### EXERCISE INSTRUCTIONS
Go through the material below and return each line with the string "controls" in it.

### TASK INPUT
=== Begin Enclosure ===
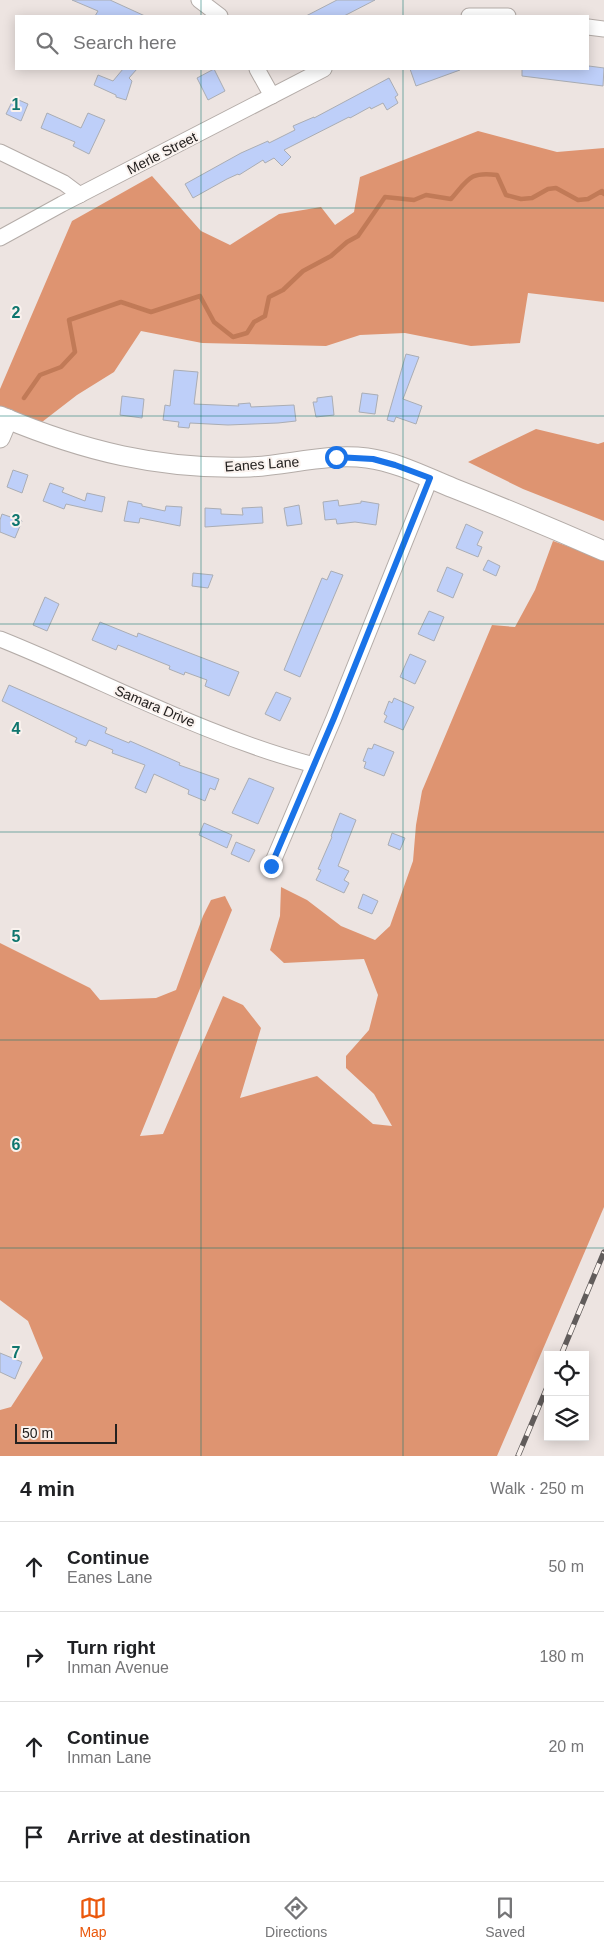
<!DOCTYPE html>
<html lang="en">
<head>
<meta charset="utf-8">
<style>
	body { margin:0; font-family:Helvetica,sans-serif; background:#f2f2f2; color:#202124 }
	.controls { position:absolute; right:15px; bottom:15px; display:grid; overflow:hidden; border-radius:0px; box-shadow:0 2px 12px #0003 }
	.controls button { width:45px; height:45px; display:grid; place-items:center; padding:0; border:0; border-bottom:1px solid #e0e0e0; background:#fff; color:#202124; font:25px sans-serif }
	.scale { position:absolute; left:15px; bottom:12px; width:102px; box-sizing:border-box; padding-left:5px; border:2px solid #242120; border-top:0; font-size:14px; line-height:18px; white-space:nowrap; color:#242120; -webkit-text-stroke:4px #faf2ee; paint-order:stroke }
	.stop { position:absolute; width:15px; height:15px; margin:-11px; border:4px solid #1a73e8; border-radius:50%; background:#fff }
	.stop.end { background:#1a73e8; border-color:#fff; box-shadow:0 1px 5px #0008 }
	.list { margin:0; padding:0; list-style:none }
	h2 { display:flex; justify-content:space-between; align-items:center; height:65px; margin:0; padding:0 20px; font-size:21px }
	h2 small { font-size:16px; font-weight:400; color:#757577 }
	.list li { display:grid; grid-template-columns:32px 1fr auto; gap:15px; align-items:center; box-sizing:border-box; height:90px; padding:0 20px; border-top:1px solid #e0e0e0 }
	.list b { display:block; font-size:19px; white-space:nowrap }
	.list p { margin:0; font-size:16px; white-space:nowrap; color:#757577 }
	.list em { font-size:16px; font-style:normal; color:#757577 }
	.icon { flex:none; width:28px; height:28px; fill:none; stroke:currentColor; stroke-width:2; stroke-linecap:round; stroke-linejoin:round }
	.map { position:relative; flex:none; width:604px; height:1456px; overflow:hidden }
	.search { position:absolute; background:#fff; box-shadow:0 2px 12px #0003; left:15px; right:15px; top:15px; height:55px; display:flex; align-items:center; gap:12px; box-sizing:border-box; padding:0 18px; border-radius:0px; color:#757577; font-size:19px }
	.sheet { height:425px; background:#fff }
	nav { display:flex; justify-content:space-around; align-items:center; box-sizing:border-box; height:70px; border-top:1px solid #e0e0e0; background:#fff; font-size:14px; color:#757577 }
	nav a { display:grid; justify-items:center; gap:2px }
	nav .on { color:#ea580c }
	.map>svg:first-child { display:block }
</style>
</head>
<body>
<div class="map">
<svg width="604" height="1456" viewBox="0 0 604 1456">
	<rect width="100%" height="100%" fill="#ede4e1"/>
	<g fill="#de9471">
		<path d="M478,131l79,21 47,-4v154l-76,-9 -8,50 -49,3 -66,-13 -45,2 -34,11 -124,-3 -61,-12 -27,41 -37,23 -35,27 -42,-16v-17l72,-168 80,-45 49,55 29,14 49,-31 42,-7 14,18 19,-13 6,-35z"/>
		<path d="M536,429l62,15 6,-2v79l-81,-32 -55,-27z"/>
		<path d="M553,541l51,18v648l-107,249h-497v-46l11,-3 32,-49 -15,-37 -28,-21v-357l90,45 10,12 56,-2 20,-8 27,-74 8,-16 14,-4 7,14 -92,226 23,-2 60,-138 20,9 18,23 -21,70 77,-22 56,48 19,2 -18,-32 -28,-26v-12l23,-26 9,-35 -14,-36 -80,4 -14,-13 10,-34 1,-29 26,13 34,26 34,14 15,-14 23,-65 3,-36 6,-34 70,-166 23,2 20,-37z"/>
	</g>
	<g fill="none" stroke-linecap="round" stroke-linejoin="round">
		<path stroke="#c17a57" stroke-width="4.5" d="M24,398l16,-23 21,-8 14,-15 -6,-32 52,-18 30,10 49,-16 14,26 19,15 14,-4 7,-11 11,-6 4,-19 14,-7 20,-19 28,-15 16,-14 11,-6 27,-39 29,3 12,-5 25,4c17,-19 18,-28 46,-24l9,20 15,4 11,-1 16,-9 8,-1 22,12 10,-1 14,-8 2,3"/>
	</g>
	<g fill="#becff9" stroke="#aaadb4">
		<path d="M72,0h38l35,16h-50l3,-5z"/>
		<path d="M337,0h38l-31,16h-38z"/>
		<path d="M589,66l15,2 -1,18 -81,-10v-7h66z"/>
		<path d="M123,69h14l-8,9 3,3 -6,19 -10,-3v-2l-22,-10 4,-10 15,6z"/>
		<path d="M214,69l11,22 -17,9 -11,-22z"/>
		<path d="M410,69h50v1l-44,16z"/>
		<path d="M389,78l9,17 -3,2 3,6 -11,7 -4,-7 -12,6 -1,-2 -20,11 -1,-1 -65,33 7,7 -9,9 -8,-8 -9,5 -2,-3 -24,15 -1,-1 -11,5 -34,19 -8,-14 56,-31 27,-12 1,2 26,-13 -2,-4 21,-9v1z"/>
		<path d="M14,98l14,6 -7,17 -15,-7z"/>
		<path d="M47,113l34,15 7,-15 17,7 -16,34 -16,-8 2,-4 -34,-14z"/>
		<path d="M406,354l13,3 -16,42 19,7 -6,18 -20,-7 -2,5 -7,-2z"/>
		<path d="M174,370l24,2 -4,32 45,2 -1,-2 12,-1 1,4 43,-2 2,16 -18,2 -50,2 -38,-2 -1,5 -11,-1 1,-5 -16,-2 2,-15 5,1z"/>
		<path d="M362,393l16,2 -3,19 -16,-2z"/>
		<path d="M122,396l22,3 -2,19 -22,-3z"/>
		<path d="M332,396l2,19 -18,2 -3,-15h4v-4z"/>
		<path d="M13,470l15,5 -6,18 -15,-6z"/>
		<path d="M50,483l14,5 -2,4 23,9 2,-8 18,4 -3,15 -36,-8 -2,5 -21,-8z"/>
		<path d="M338,500l1,6 22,-3v-2l18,3 -3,21 -21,-3 -18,2 -1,-5 -11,1 -2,-18z"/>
		<path d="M128,501l14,3v2l23,5 1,-5 16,1 -2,19 -40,-8 -1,5 -15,-2z"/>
		<path d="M299,505l3,19 -15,2 -3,-18z"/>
		<path d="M262,507l1,16 -58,4v-19l16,1v5l22,1 -1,-7z"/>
		<path d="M2,514l20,7 -7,17 -15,-6v-12z"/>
		<path d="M466,524l17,8 -6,13 5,2 -4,10 -22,-9z"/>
		<path d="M488,560l12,6 -4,10 -13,-6z"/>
		<path d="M447,567l16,7 -10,24 -16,-7z"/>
		<path d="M331,571l12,4 -43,102 -16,-7 38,-92 5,2z"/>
		<path d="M193,573l20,2 -5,13 -16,-2z"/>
		<path d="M45,597l14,7 -12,27 -14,-6z"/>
		<path d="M429,611l15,6 -10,24 -16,-7z"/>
		<path d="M100,622l37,15 1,-4 101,39 -10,24 -24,-10 2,-6 -22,-8 -1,3 -15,-6 1,-3 -52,-21 -2,5 -24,-10z"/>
		<path d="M410,654l16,7 -11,23 -15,-7z"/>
		<path d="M9,685l98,43 -2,5 24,10 1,-2 50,22 -1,2 40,14 -4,11 -5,-2 -5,13 -17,-7 1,-4 -35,-16 -8,19 -11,-5 10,-23 -33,-12 1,-3 -24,-10 -3,6 -11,-4 2,-4 -75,-37z"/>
		<path d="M276,692l15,6 -11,23 -15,-7z"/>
		<path d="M394,698l20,9 -11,23 -19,-8 3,-6 -3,-2 5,-13 3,2z"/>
		<path d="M374,744l20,8 -10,24 -20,-8 2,-6 -3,-1 5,-13 4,1z"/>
		<path d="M249,778l25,10 -16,36 -26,-11z"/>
		<path d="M340,813l16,7 -18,46 11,5 -5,9 5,3 -5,10 -28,-13 5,-10 -3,-1 14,-32 -1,-1z"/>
		<path d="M204,823l28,12 -5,13 -28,-13z"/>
		<path d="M392,833l13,5 -5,12 -12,-5z"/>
		<path d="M236,842l19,8 -6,12 -18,-8z"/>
		<path d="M363,894l15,7 -6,13 -14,-6z"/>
		<path d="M0,1353l22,9 -7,17 -15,-7z"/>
	</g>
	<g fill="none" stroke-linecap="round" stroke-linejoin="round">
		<defs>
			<g id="minor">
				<path d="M199,0l21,16"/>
				<path d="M469,16h39"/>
				<path d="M588,27l16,2"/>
				<path d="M257,69l15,27"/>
				<path d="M0,152l64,31 16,12"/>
				<path d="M0,238l62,-34 262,-135"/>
				<path d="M0,639c105,42 204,97 314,126"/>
				<path d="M271,866l63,-148 96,-239"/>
			</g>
			<g id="tertiary">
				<path d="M0,416c83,35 160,54 250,51 39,-2 78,-14 117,-9 30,4 59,19 86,30 51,20 101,41 151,63"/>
				<path d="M0,438l8,-19"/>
			</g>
		</defs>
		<use href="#minor" stroke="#b4aca8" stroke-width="17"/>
		<use href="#tertiary" stroke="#b4aca8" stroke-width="21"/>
		<use href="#minor" stroke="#fff" stroke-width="15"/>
		<use href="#tertiary" stroke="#fff" stroke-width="19"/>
		<defs>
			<g id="rail">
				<path d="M561,1355l43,-103"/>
				<path d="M518,1456l30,-71"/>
			</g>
		</defs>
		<use href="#rail" stroke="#615c5b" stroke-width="5.5"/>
		<use href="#rail" stroke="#faf2ee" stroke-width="4" stroke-dasharray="11" stroke-linecap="butt"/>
	</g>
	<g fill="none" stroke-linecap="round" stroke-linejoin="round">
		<path stroke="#1a73e8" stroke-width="6" d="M271,866l63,-148 96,-240 -35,-13 -22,-6 -37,-2"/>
	</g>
	<path fill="none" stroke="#0f766e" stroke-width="1" stroke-opacity="0.55" d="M201,0v16M403,0v16M201,69v1387M403,69v1387M0,208h604M0,416h604M0,624h604M0,832h604M0,1040h604M0,1248h604"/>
	<g text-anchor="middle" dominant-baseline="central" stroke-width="4" stroke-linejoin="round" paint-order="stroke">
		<g font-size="14" fill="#242120" stroke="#faf2ee">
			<text transform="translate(162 153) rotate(-27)">Merle Street</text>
			<text transform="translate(262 464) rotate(-4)">Eanes Lane</text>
			<text transform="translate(155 706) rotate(23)">Samara Drive</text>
		</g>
	</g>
	<g font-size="16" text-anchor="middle" font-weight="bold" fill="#0f766e" stroke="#faf2ee" stroke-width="4" stroke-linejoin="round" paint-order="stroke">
		<text x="16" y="110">1</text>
		<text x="16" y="318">2</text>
		<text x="16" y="526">3</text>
		<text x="16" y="734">4</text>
		<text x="16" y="942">5</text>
		<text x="16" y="1150">6</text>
		<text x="16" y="1358">7</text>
	</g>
</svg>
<div class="controls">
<button><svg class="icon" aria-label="locate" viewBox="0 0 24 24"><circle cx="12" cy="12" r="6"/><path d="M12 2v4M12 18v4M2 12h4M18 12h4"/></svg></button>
<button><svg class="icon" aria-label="layers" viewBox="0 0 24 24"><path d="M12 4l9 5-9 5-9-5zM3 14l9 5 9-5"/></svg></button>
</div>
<div class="scale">50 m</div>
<div class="stop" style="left:336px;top:457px"></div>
<div class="stop end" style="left:271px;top:866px"></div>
<div class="search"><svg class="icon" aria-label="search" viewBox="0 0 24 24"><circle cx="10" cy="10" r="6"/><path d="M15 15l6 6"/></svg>Search here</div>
</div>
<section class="sheet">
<h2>4 min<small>Walk · 250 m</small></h2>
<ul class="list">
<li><svg class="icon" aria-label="ahead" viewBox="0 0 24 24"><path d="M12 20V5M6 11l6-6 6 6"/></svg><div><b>Continue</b><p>Eanes Lane</p></div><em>50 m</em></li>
<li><svg class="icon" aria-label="right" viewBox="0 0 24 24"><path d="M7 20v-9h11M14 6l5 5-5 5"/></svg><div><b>Turn right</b><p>Inman Avenue</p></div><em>180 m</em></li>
<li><svg class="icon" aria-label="ahead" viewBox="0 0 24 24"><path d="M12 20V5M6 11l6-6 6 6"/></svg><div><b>Continue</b><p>Inman Lane</p></div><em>20 m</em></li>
<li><svg class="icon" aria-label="arrive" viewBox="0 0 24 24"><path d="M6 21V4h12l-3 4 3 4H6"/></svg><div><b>Arrive at destination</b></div></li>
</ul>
</section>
<nav>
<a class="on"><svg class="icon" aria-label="map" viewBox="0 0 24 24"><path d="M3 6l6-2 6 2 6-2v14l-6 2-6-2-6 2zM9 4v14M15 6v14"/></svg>Map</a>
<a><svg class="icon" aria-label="directions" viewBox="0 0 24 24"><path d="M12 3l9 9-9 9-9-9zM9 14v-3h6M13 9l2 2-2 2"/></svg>Directions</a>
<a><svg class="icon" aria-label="saved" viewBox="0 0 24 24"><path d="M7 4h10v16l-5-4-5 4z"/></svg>Saved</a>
</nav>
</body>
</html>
=== End Enclosure ===
### ANSWER AREA
	.controls { position:absolute; right:15px; bottom:15px; display:grid; overflow:hidden; border-radius:0px; box-shadow:0 2px 12px #0003 }
	.controls button { width:45px; height:45px; display:grid; place-items:center; padding:0; border:0; border-bottom:1px solid #e0e0e0; background:#fff; color:#202124; font:25px sans-serif }
<div class="controls">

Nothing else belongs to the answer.